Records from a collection

_ _ _

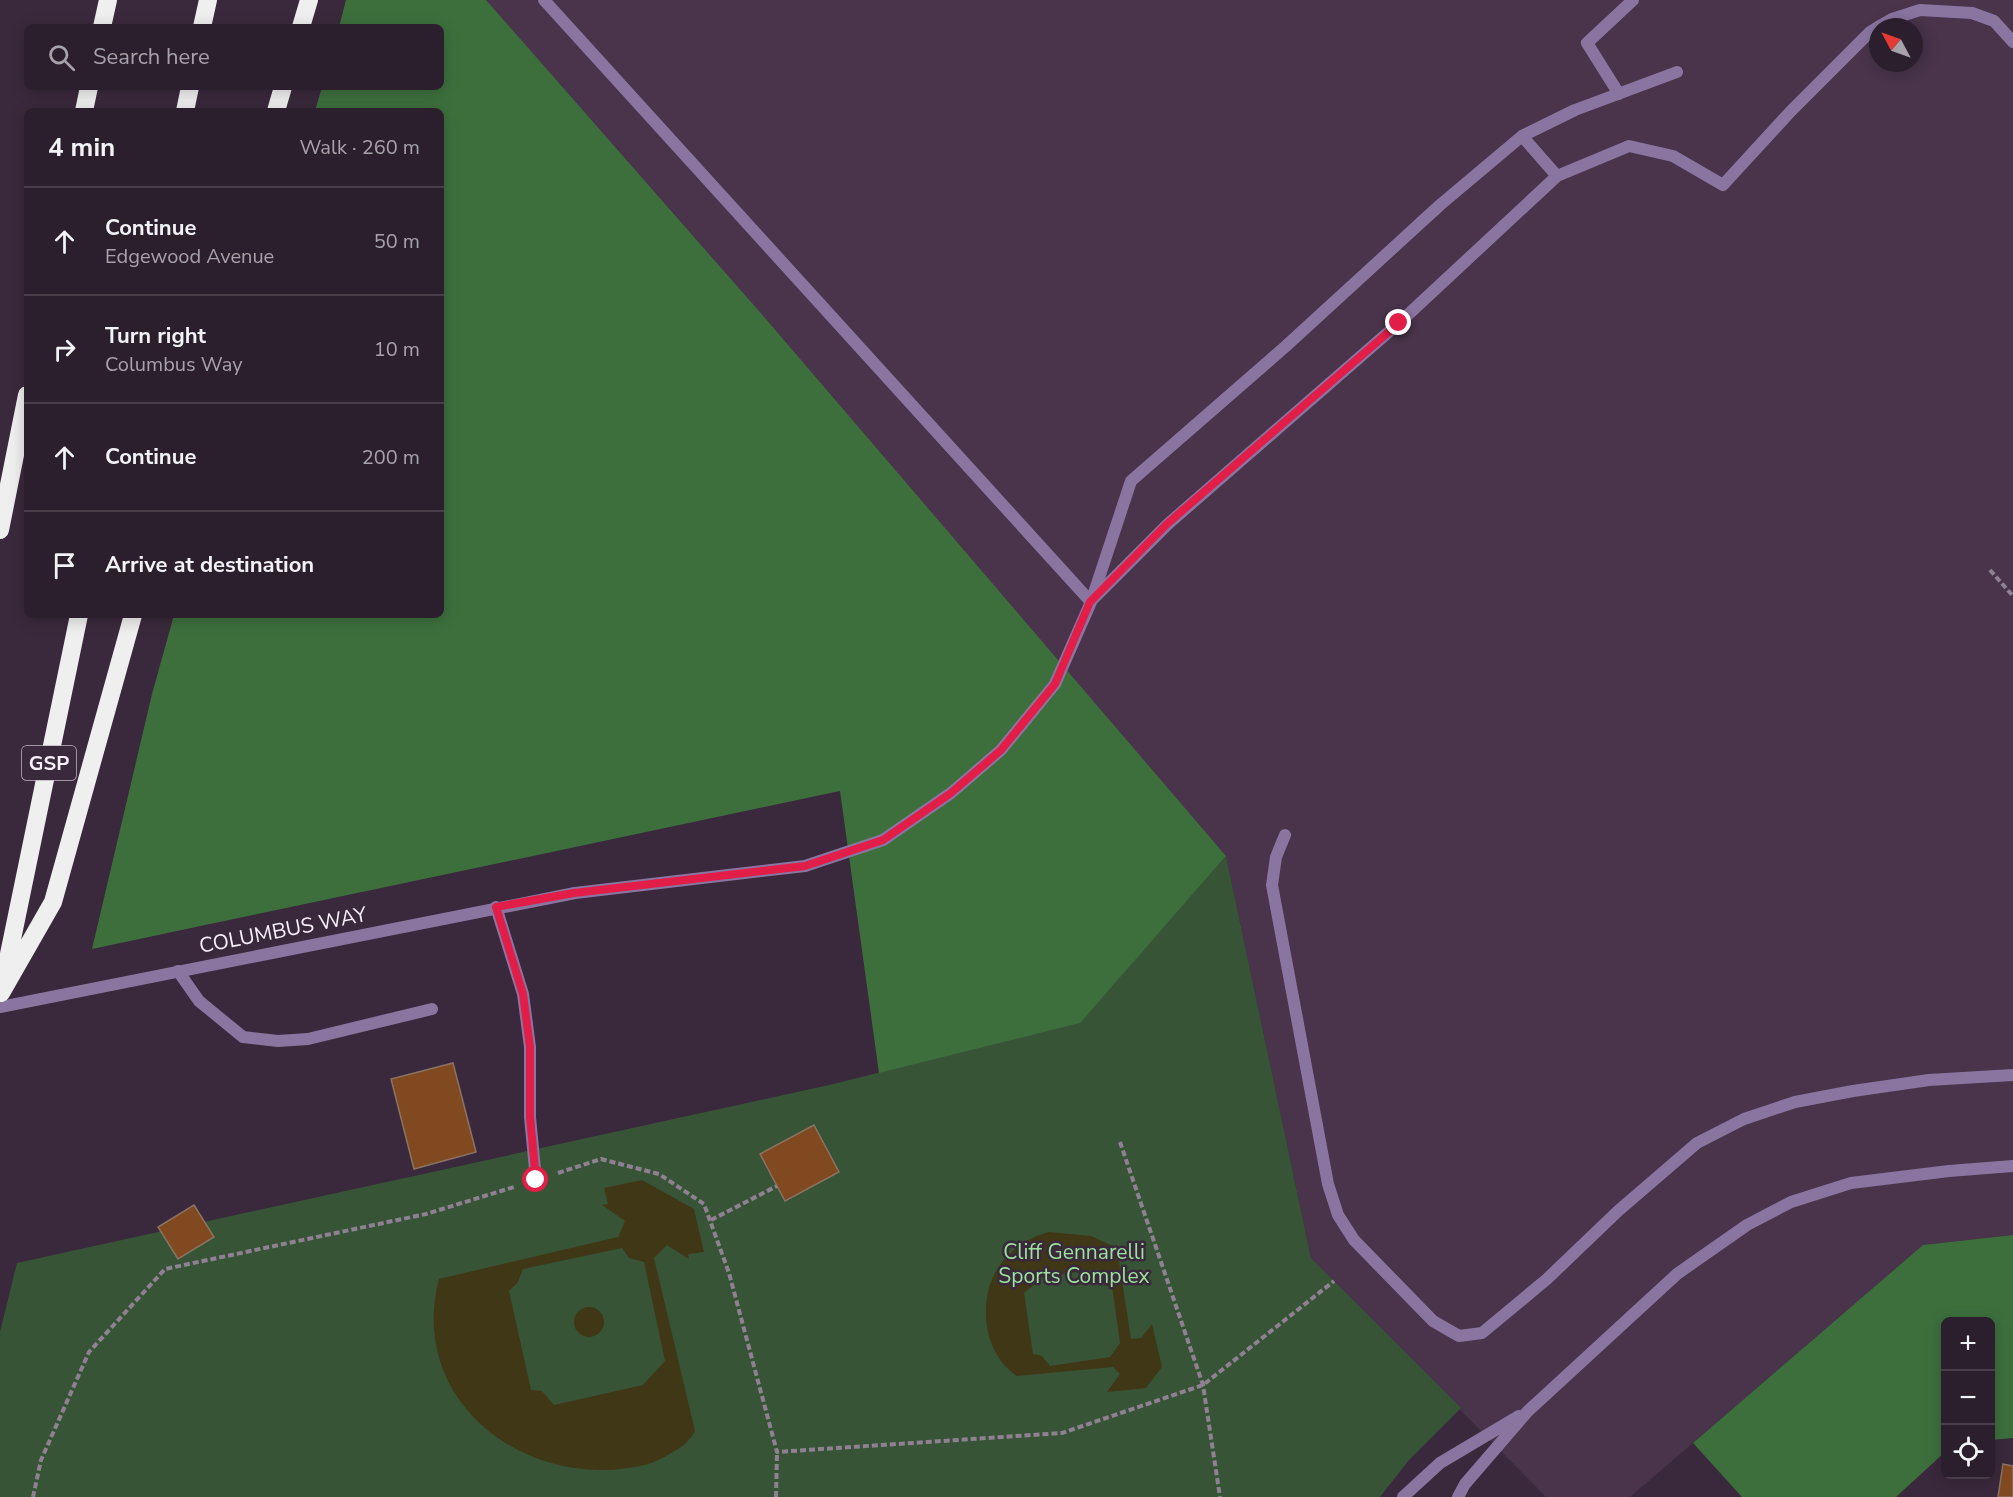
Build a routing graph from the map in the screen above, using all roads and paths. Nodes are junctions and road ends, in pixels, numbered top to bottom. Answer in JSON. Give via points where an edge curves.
{"nodes":[{"id":1,"x":108,"y":0,"type":"edge"},
{"id":2,"x":208,"y":0,"type":"edge"},
{"id":3,"x":309,"y":0,"type":"edge"},
{"id":4,"x":544,"y":0,"type":"edge"},
{"id":5,"x":1633,"y":0,"type":"edge"},
{"id":6,"x":1895,"y":18,"type":"edge"},
{"id":7,"x":103,"y":24,"type":"edge"},
{"id":8,"x":203,"y":24,"type":"edge"},
{"id":9,"x":302,"y":24,"type":"edge"},
{"id":10,"x":1869,"y":33,"type":"edge"},
{"id":11,"x":2013,"y":42,"type":"edge"},
{"id":12,"x":1677,"y":72,"type":"dead end"},
{"id":13,"x":88,"y":90,"type":"edge"},
{"id":14,"x":189,"y":90,"type":"edge"},
{"id":15,"x":282,"y":90,"type":"edge"},
{"id":16,"x":1619,"y":94,"type":"junction"},
{"id":17,"x":85,"y":108,"type":"edge"},
{"id":18,"x":185,"y":108,"type":"edge"},
{"id":19,"x":277,"y":108,"type":"edge"},
{"id":20,"x":1522,"y":136,"type":"junction"},
{"id":21,"x":1557,"y":176,"type":"junction"},
{"id":22,"x":24,"y":410,"type":"edge"},
{"id":23,"x":0,"y":530,"type":"edge"},
{"id":24,"x":1990,"y":570,"type":"dead end"},
{"id":25,"x":2013,"y":596,"type":"edge"},
{"id":26,"x":1090,"y":602,"type":"junction"},
{"id":27,"x":79,"y":618,"type":"edge"},
{"id":28,"x":132,"y":618,"type":"edge"},
{"id":29,"x":1285,"y":835,"type":"dead end"},
{"id":30,"x":496,"y":907,"type":"junction"},
{"id":31,"x":178,"y":971,"type":"junction"},
{"id":32,"x":0,"y":1000,"type":"edge"},
{"id":33,"x":432,"y":1009,"type":"dead end"},
{"id":34,"x":2013,"y":1075,"type":"edge"},
{"id":35,"x":1120,"y":1142,"type":"dead end"},
{"id":36,"x":2013,"y":1166,"type":"edge"},
{"id":37,"x":536,"y":1180,"type":"junction"},
{"id":38,"x":777,"y":1186,"type":"dead end"},
{"id":39,"x":711,"y":1220,"type":"junction"},
{"id":40,"x":1334,"y":1281,"type":"dead end"},
{"id":41,"x":1203,"y":1385,"type":"junction"},
{"id":42,"x":1528,"y":1411,"type":"junction"},
{"id":43,"x":777,"y":1452,"type":"junction"},
{"id":44,"x":33,"y":1497,"type":"edge"},
{"id":45,"x":776,"y":1497,"type":"edge"},
{"id":46,"x":1220,"y":1497,"type":"edge"},
{"id":47,"x":1403,"y":1497,"type":"edge"},
{"id":48,"x":1458,"y":1497,"type":"edge"}],
"edges":[{"from":1,"to":7,"type":"highway"},
{"from":2,"to":8,"type":"highway"},
{"from":3,"to":9,"type":"highway"},
{"from":4,"to":26,"type":"street"},
{"from":5,"to":16,"type":"street","via":[[1587,43]]},
{"from":6,"to":11,"type":"street","via":[[1920,10],[1972,13],[1994,21]]},
{"from":10,"to":21,"type":"street","via":[[1723,185],[1673,156],[1629,146]]},
{"from":12,"to":16,"type":"street","name":"COLUMBUS WAY"},
{"from":13,"to":17,"type":"highway"},
{"from":14,"to":18,"type":"highway"},
{"from":15,"to":19,"type":"highway"},
{"from":16,"to":20,"type":"street","name":"COLUMBUS WAY"},
{"from":20,"to":21,"type":"street"},
{"from":20,"to":26,"type":"street","name":"COLUMBUS WAY","via":[[1131,481]]},
{"from":21,"to":26,"type":"street","via":[[1399,323],[1167,524]]},
{"from":22,"to":23,"type":"highway"},
{"from":24,"to":25,"type":"path"},
{"from":26,"to":30,"type":"street","name":"COLUMBUS WAY","via":[[1055,684],[1001,750],[951,793],[883,840],[805,866],[574,893]]},
{"from":27,"to":32,"type":"highway","number":"GSP"},
{"from":28,"to":32,"type":"highway","via":[[53,902]]},
{"from":29,"to":34,"type":"street","via":[[1276,857],[1272,885],[1321,1150],[1338,1215],[1354,1240],[1433,1321],[1459,1336],[1482,1333],[1696,1143],[1744,1119],[1795,1102],[1853,1091],[1929,1080]]},
{"from":30,"to":31,"type":"street","name":"COLUMBUS WAY"},
{"from":30,"to":37,"type":"street","via":[[523,994],[530,1047],[530,1117]]},
{"from":31,"to":32,"type":"street","name":"COLUMBUS WAY"},
{"from":31,"to":33,"type":"street","via":[[199,1002],[243,1036],[308,1040]]},
{"from":35,"to":41,"type":"path"},
{"from":36,"to":42,"type":"street","via":[[1851,1183],[1791,1202],[1747,1225],[1677,1274]]},
{"from":37,"to":39,"type":"path","via":[[601,1159],[659,1174],[704,1204]]},
{"from":37,"to":44,"type":"path","via":[[426,1214],[165,1269],[89,1352],[41,1460]]},
{"from":38,"to":39,"type":"path"},
{"from":39,"to":43,"type":"path","via":[[729,1272]]},
{"from":40,"to":41,"type":"path"},
{"from":41,"to":43,"type":"path","via":[[1062,1433]]},
{"from":41,"to":46,"type":"path"},
{"from":42,"to":47,"type":"street","via":[[1440,1462]]},
{"from":42,"to":48,"type":"street"},
{"from":43,"to":45,"type":"path"}]}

_ _ _

Task item: Write only the number of lines in the data where the word "dead" occurs.

Answer for the task: 7